だが、Android に使われている仮想マシン(DalvikVM)はJavaVMと異なるバイトコードで動くため正式には「Java」とはいえない。この点についてはOracleとGoogleで訴訟になっている(後述)。2016年のAndroid 7.0以降はOpenJDKベースになっているが、OracleのJava互換性テストを受けていないので、やはり正式には「Java」とはいえない状況は続いている。
iOS
iPhoneは、Appleの方針としてiOS上に仮想マシンや実行環境をインストールできないようにしている。従ってJavaで開発するのは非現実的な状況で、Androidと両対応したい場合にはJavaは選びづらく、結局C言語とかに流れて行ったりする。
Windows mobile
Windows10 mobileがリリースされ、Universal Windows Platformが提唱され他のスマホOS用のソースコードが流用できると謳われたが、そこで採用されたJavaもAndroid用Javaである。だが、2016年2月25日Microsoftより開発中止が発表された。
32ビットマシン
Oracle版JavaとOpenJDKでは、Java 9から32ビット版がサポート対象外になった。32ビット版のバイナリを提供するケースは存在する。
30億のデバイスをめぐるJavaの訴訟
Sun vs Microsoft
1997年、MicrosoftはSunからライセンスを受けてJava仮想マシンを開発してWindowsに標準搭載した。しかしMicrosoftの実装はSunの要求した仕様を満たしていなかった上に、Windows上でしか動かない独自の拡張が加えられていた。クロスプラットフォーム(OSに依存しない)アプリケーションが普及するとWindowsの優位性が失われるのでMicrosoftがこういった行為に走るのは必然的な流れとも言える。
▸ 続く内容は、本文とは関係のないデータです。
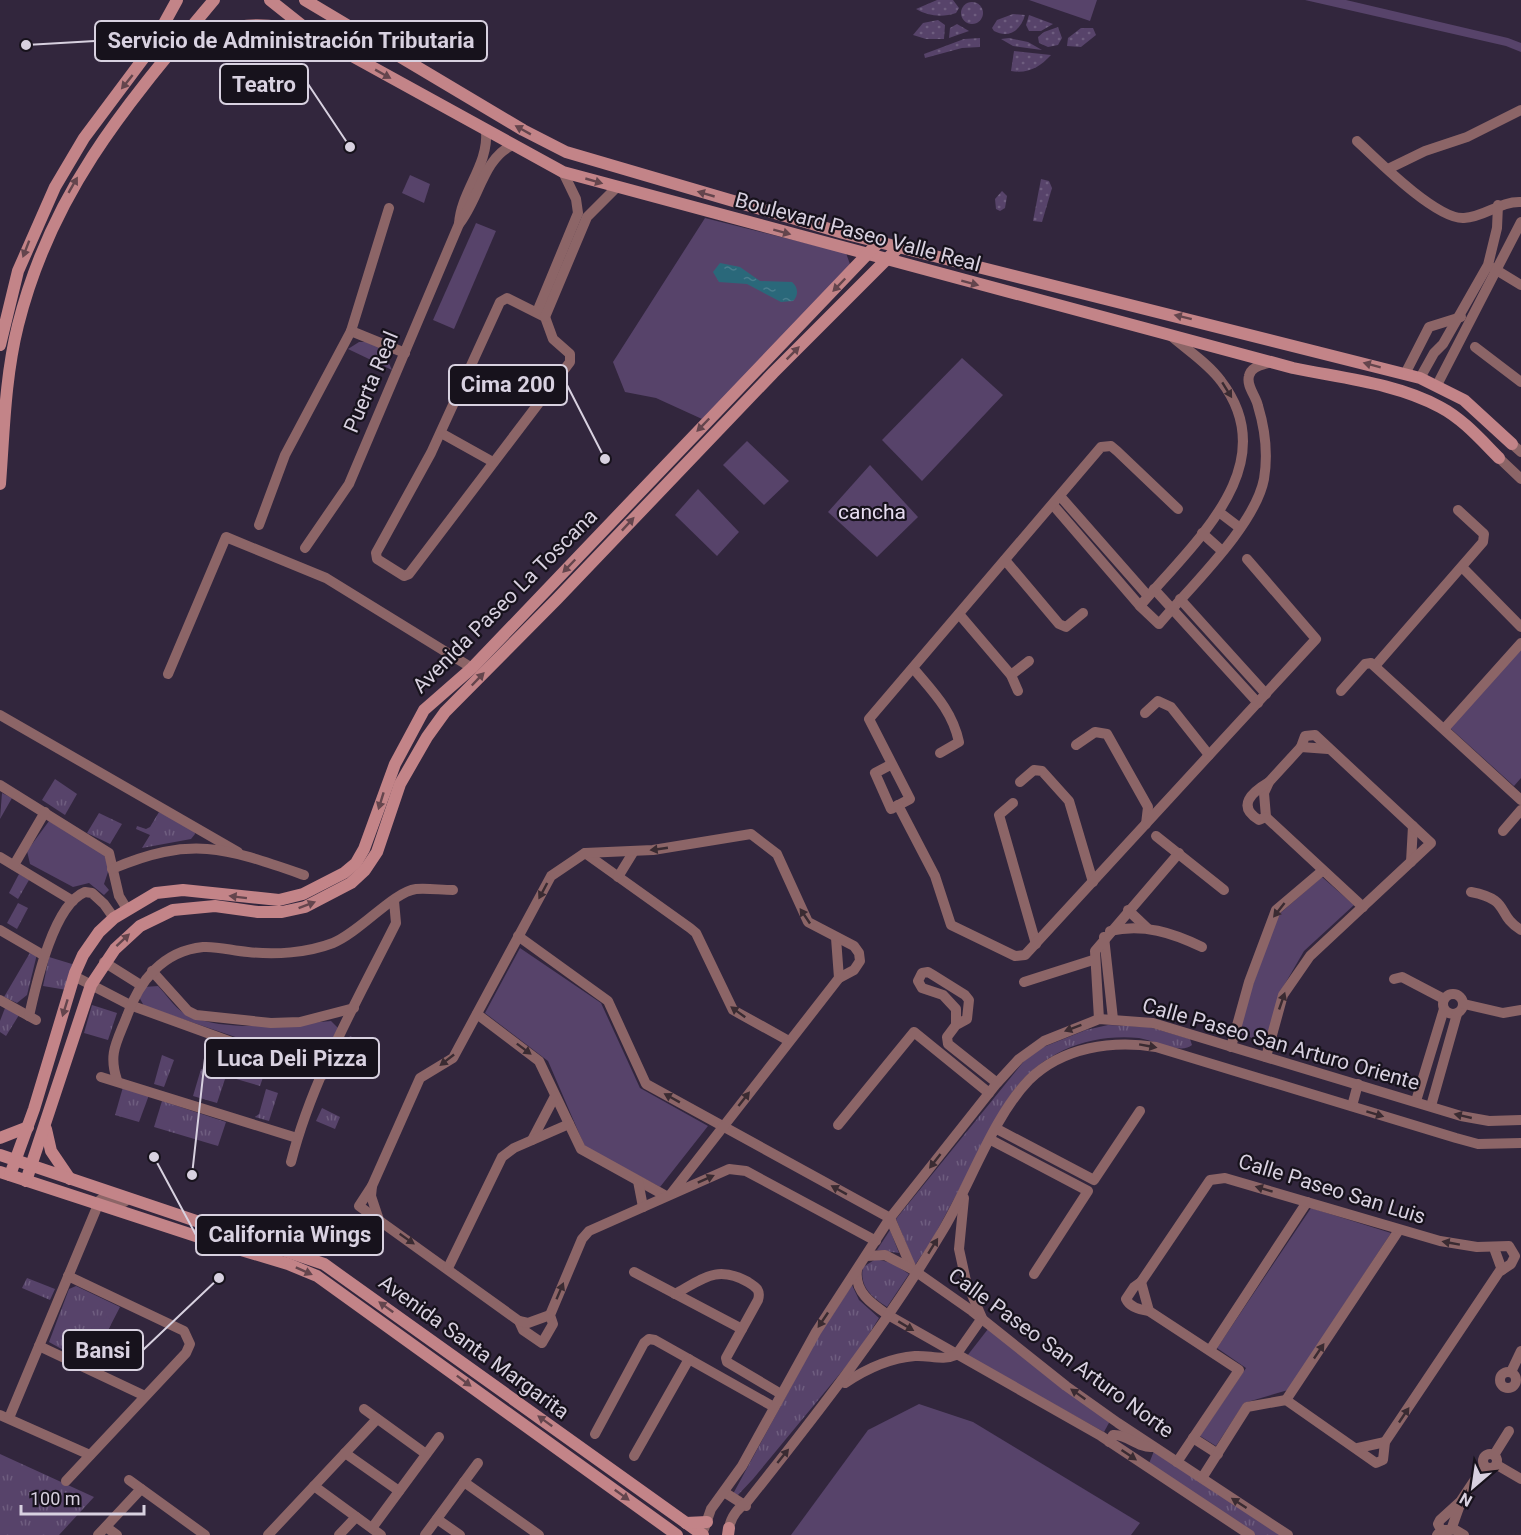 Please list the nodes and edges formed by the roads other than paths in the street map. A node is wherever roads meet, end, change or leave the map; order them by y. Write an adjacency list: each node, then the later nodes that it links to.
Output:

このため同年10月、SunがMicrosoftを提訴。1998年3月に連邦地裁よりMicrosoftへのJavaロゴ使用停止の仮処分命令が下るなど、Sunは訴訟には勝利するが、このことが元となってWindowsにデフォルトでJava仮想マシンが搭載されることはなくなり、ブラウザ上のリッチクライアント競争においてアプレット方式が大きく出遅れるきっかけとなってしまった。
一方、Microsoftの方は2000年以降、自社の.Net Framework技術にシフトしてC#などを発表するのであるが、それはまた別の話。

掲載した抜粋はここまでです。